In the same issue of Box 4-5-9, John K., Director of A.A. World Service who spoke at a General Service joint sharing session in November 2003 is quoted. The title of John’s talk was “A Vision for A.A.’ Future—A Continuous Moral Inventory of Our Collective Behavior.” Here is what Box 4-5-9 shared with all of A.A. from John K.’s message:
“Our co-founders were pragmatists—try something, test it, change it, review it, test it, then change, review, test it again. As a result, our knowledge as a Fellowship is based not on logic, or revelation, or authority—it is based on experience, on what works, and as such, it is always subject to change. Our basic vision of the future is simple: It is to carry our message of recovery from alcoholism to the still-suffering alcoholic, and to do so through the efforts of each and every one of our members. . . . Co-founder Bill W. wrote frequently about his vision for A.A.’s future. In April 1959, he said: ‘Maybe we have a policy or plan that still looks fine and is apparently doing well. Nevertheless we ought to ponder very carefully what its longtime effect will be. Will today’s nearby advantages boomerang into large liabilities for tomorrow? The temptation will almost always be to seize the nearby benefits and quite forget about the harmful precedents or consequences that we may be setting in motion.’. . . Almost every act has an unintended consequence, yet often we give too little thought to follow-up testing and assessment to determine whether anything we have, as Bill said, ‘boomeranged into a large liability for tomorrow.’. . . I think we now need to pause to ask if in the process, the cumulative effect of individual ‘minor’ changes might make, over time, a significant change overall. . . . I hope our vision for the future emphasizes the A.A. group as the fundamental unit of recovery. I hope our vision includes an A.A. where groups still have the right to be wrong . . . I hope our vision for A.A.’s future includes a willingness to engage in a ‘continuous moral inventory of our collective behavior,’ and to include as many of our members as possible in every aspect of that exercise.”

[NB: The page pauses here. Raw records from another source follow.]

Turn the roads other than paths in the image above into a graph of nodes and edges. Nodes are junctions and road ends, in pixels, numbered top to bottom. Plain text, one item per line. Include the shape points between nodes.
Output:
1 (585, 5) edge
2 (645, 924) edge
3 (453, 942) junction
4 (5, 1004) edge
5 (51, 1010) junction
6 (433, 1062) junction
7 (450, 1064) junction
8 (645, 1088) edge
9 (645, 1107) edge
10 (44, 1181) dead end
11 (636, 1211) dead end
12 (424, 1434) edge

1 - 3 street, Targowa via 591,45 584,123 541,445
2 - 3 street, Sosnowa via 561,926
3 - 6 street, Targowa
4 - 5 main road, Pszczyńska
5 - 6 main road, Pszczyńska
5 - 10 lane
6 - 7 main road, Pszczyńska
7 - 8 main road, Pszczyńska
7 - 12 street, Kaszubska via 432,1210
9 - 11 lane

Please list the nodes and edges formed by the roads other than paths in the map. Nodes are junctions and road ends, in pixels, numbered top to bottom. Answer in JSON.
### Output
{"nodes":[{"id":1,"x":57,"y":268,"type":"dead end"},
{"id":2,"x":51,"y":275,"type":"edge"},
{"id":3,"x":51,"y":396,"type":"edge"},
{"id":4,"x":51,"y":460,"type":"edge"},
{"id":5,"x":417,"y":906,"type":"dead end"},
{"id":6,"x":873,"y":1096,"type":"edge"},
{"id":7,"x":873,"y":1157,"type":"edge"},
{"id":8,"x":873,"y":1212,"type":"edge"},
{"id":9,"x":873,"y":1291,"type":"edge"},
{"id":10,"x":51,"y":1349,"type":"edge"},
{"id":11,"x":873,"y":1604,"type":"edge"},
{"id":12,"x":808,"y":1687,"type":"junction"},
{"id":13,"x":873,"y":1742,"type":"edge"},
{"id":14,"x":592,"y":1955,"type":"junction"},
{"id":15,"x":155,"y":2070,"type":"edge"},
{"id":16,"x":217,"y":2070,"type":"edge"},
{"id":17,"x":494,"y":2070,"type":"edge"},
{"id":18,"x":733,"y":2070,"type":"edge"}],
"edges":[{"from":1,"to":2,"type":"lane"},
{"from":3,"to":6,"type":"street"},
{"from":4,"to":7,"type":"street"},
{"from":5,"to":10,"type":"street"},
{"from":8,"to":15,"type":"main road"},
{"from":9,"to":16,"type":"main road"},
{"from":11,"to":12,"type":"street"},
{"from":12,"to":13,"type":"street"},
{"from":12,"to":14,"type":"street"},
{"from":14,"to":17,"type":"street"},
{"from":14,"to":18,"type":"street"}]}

Interestingly, another article in this Box 4-5-9, is called “Unity and Sharing Are the Glue of Intergroup Seminar.” Unity in the founder's A.A. never meant uniformity. On the contrary, unity underscores our basic and spiritual tenet of love and tolerance for all.
In conclusion, let’s look at the tyranny of the minority. This story looks like one of squabbling minorities. The majority of A.A. supports a wide tent, celebrating the variety of spiritual experiences. In one corner, we have the minority agnostics. If they demanded that God is un-known and unknowable, and insisted that this restrictive worldview be removed from all A.A. literature—that would be tyranny from the minority. But they don’t demand that A.A. change—they just expect to be accommodated. Agnostic groups want to be included, welcome one and all, and mind their own business. In the other corner, the absolutist minority. They want to cleanse A.A. of unconventional meeting rituals. This is campaigning for change. They say they are preserving the integrity of the A.A. message. But what is the A.A. message? It is that we are a fellowship—not a program. We have “suggested” Steps and only one requirement for memberships—that doesn’t include obedience to, or belief in, Allah. An Intergroup that governs groups betrays the very A.A. principles they ought to be protecting. Allah doesn’t need their kind of help and neither does A.A.
Here is an idea for Intergroups concerned about being seen to endorse something that doesn’t sit well with everyone. Learn from the General Service Office that will continue to include you—regardless of how an Intergroup adheres to our Traditions. Simply say what they say in their directory: “The groups listed in this directory are listed at their own request. A directory listing does not constitute or imply approval or endorsement of any group policies or approach to, or practice of, the A.A. program.”